■ Problem requirements: Please find every line in the entries below that contains the string "Irving", and copy it.
── Supplied entries
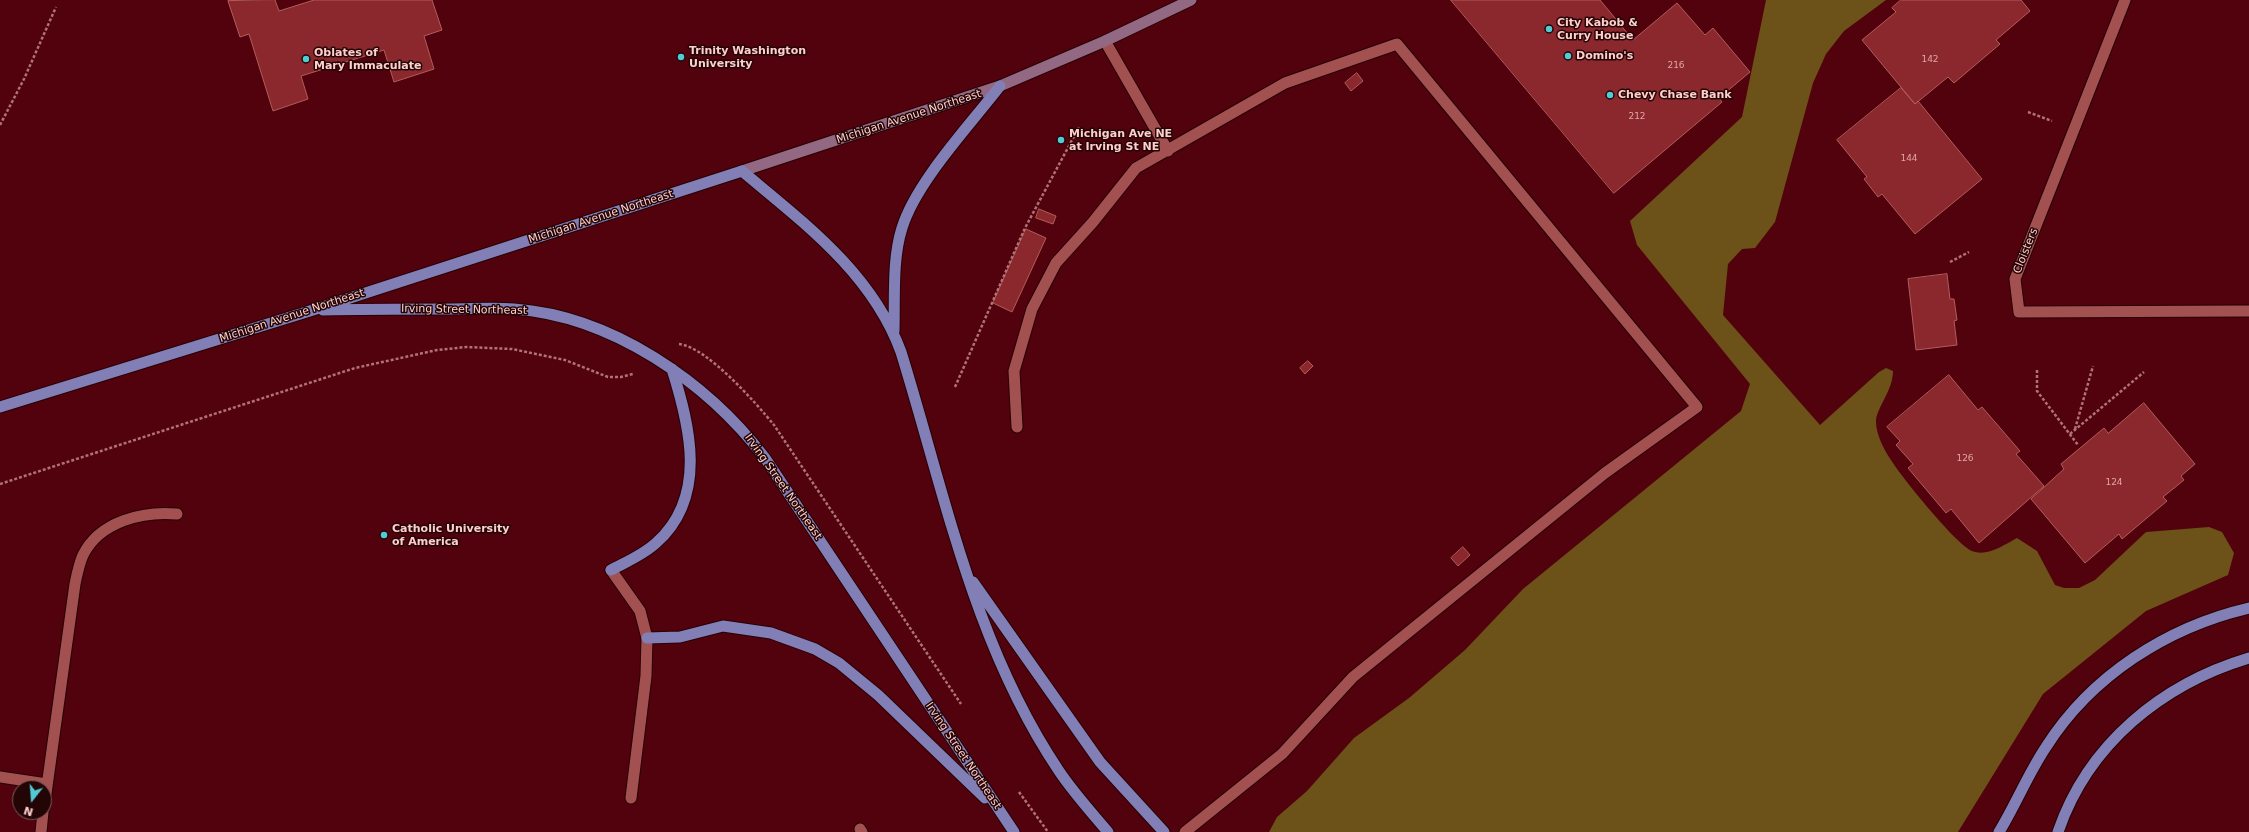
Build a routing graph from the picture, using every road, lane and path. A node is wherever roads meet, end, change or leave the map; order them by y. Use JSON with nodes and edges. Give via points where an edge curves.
{"nodes":[{"id":1,"x":1191,"y":0,"type":"edge"},
{"id":2,"x":2125,"y":0,"type":"edge"},
{"id":3,"x":56,"y":7,"type":"dead end"},
{"id":4,"x":1105,"y":41,"type":"junction"},
{"id":5,"x":1000,"y":86,"type":"junction"},
{"id":6,"x":0,"y":125,"type":"edge"},
{"id":7,"x":1079,"y":127,"type":"dead end"},
{"id":8,"x":1168,"y":151,"type":"junction"},
{"id":9,"x":742,"y":171,"type":"junction"},
{"id":10,"x":1969,"y":252,"type":"dead end"},
{"id":11,"x":1950,"y":262,"type":"dead end"},
{"id":12,"x":313,"y":310,"type":"junction"},
{"id":13,"x":2249,"y":311,"type":"edge"},
{"id":14,"x":894,"y":332,"type":"junction"},
{"id":15,"x":2093,"y":366,"type":"dead end"},
{"id":16,"x":672,"y":369,"type":"junction"},
{"id":17,"x":2037,"y":370,"type":"dead end"},
{"id":18,"x":2144,"y":372,"type":"dead end"},
{"id":19,"x":635,"y":373,"type":"dead end"},
{"id":20,"x":955,"y":387,"type":"dead end"},
{"id":21,"x":0,"y":408,"type":"edge"},
{"id":22,"x":1017,"y":427,"type":"dead end"},
{"id":23,"x":2075,"y":429,"type":"junction"},
{"id":24,"x":2070,"y":434,"type":"junction"},
{"id":25,"x":2078,"y":445,"type":"dead end"},
{"id":26,"x":0,"y":484,"type":"edge"},
{"id":27,"x":177,"y":514,"type":"dead end"},
{"id":28,"x":964,"y":568,"type":"junction"},
{"id":29,"x":611,"y":570,"type":"joint"},
{"id":30,"x":2249,"y":608,"type":"edge"},
{"id":31,"x":647,"y":638,"type":"junction"},
{"id":32,"x":2249,"y":658,"type":"edge"},
{"id":33,"x":0,"y":777,"type":"edge"},
{"id":34,"x":20,"y":780,"type":"edge"},
{"id":35,"x":48,"y":780,"type":"edge"},
{"id":36,"x":631,"y":798,"type":"dead end"},
{"id":37,"x":1002,"y":814,"type":"junction"},
{"id":38,"x":42,"y":820,"type":"edge"},
{"id":39,"x":41,"y":832,"type":"edge"},
{"id":40,"x":1014,"y":832,"type":"edge"},
{"id":41,"x":1108,"y":832,"type":"edge"},
{"id":42,"x":1164,"y":832,"type":"edge"},
{"id":43,"x":1185,"y":832,"type":"edge"},
{"id":44,"x":1999,"y":832,"type":"edge"},
{"id":45,"x":2058,"y":832,"type":"edge"}],
"edges":[{"from":1,"to":4,"type":"main road","name":"Michigan Avenue Northeast"},
{"from":2,"to":13,"type":"street","name":"Cloisters","via":[[2015,279],[2019,312]]},
{"from":3,"to":6,"type":"path"},
{"from":4,"to":5,"type":"main road","name":"Michigan Avenue Northeast"},
{"from":4,"to":8,"type":"street"},
{"from":5,"to":9,"type":"main road","name":"Michigan Avenue Northeast"},
{"from":5,"to":14,"type":"main road","via":[[928,178],[905,218],[897,253]]},
{"from":7,"to":20,"type":"path","via":[[1022,234]]},
{"from":8,"to":22,"type":"street","via":[[1136,168],[1056,263],[1032,309],[1014,371]]},
{"from":8,"to":43,"type":"street","via":[[1285,83],[1397,44],[1697,407],[1604,473],[1353,677],[1282,754]]},
{"from":9,"to":12,"type":"main road","name":"Michigan Avenue Northeast"},
{"from":9,"to":14,"type":"main road","via":[[852,270],[876,300]]},
{"from":10,"to":11,"type":"path"},
{"from":12,"to":16,"type":"main road","name":"Irving Street Northeast","via":[[514,309],[548,314],[602,329]]},
{"from":12,"to":21,"type":"main road","name":"Michigan Avenue Northeast"},
{"from":14,"to":28,"type":"main road","via":[[928,438]]},
{"from":15,"to":23,"type":"path"},
{"from":16,"to":29,"type":"main road","via":[[687,418],[690,445],[689,474],[683,505],[677,519],[655,544]]},
{"from":16,"to":37,"type":"main road","name":"Irving Street Northeast","via":[[711,398],[748,435]]},
{"from":17,"to":24,"type":"path","via":[[2036,391]]},
{"from":18,"to":23,"type":"path"},
{"from":19,"to":26,"type":"path","via":[[608,377],[565,360],[512,349],[466,347],[410,354],[356,368]]},
{"from":23,"to":24,"type":"path"},
{"from":24,"to":25,"type":"path"},
{"from":27,"to":35,"type":"street","via":[[146,514],[128,518],[100,534],[83,555],[75,584]]},
{"from":28,"to":41,"type":"main road","via":[[996,654],[1035,732],[1059,771]]},
{"from":28,"to":42,"type":"main road","via":[[1100,762]]},
{"from":29,"to":31,"type":"street","via":[[640,611]]},
{"from":30,"to":44,"type":"main road","via":[[2212,618],[2160,642],[2135,656],[2096,688],[2064,722],[2046,747]]},
{"from":31,"to":36,"type":"street","via":[[646,676]]},
{"from":31,"to":37,"type":"main road","via":[[680,637],[722,626],[771,633],[815,649],[839,662],[878,695]]},
{"from":32,"to":45,"type":"main road","via":[[2208,672],[2183,684],[2141,713],[2105,748],[2089,769],[2063,816]]},
{"from":33,"to":34,"type":"street"},
{"from":37,"to":40,"type":"main road","name":"Irving Street Northeast"},
{"from":38,"to":39,"type":"street"}]}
────
■ Reply:
{"from":12,"to":16,"type":"main road","name":"Irving Street Northeast","via":[[514,309],[548,314],[602,329]]},
{"from":16,"to":37,"type":"main road","name":"Irving Street Northeast","via":[[711,398],[748,435]]},
{"from":37,"to":40,"type":"main road","name":"Irving Street Northeast"},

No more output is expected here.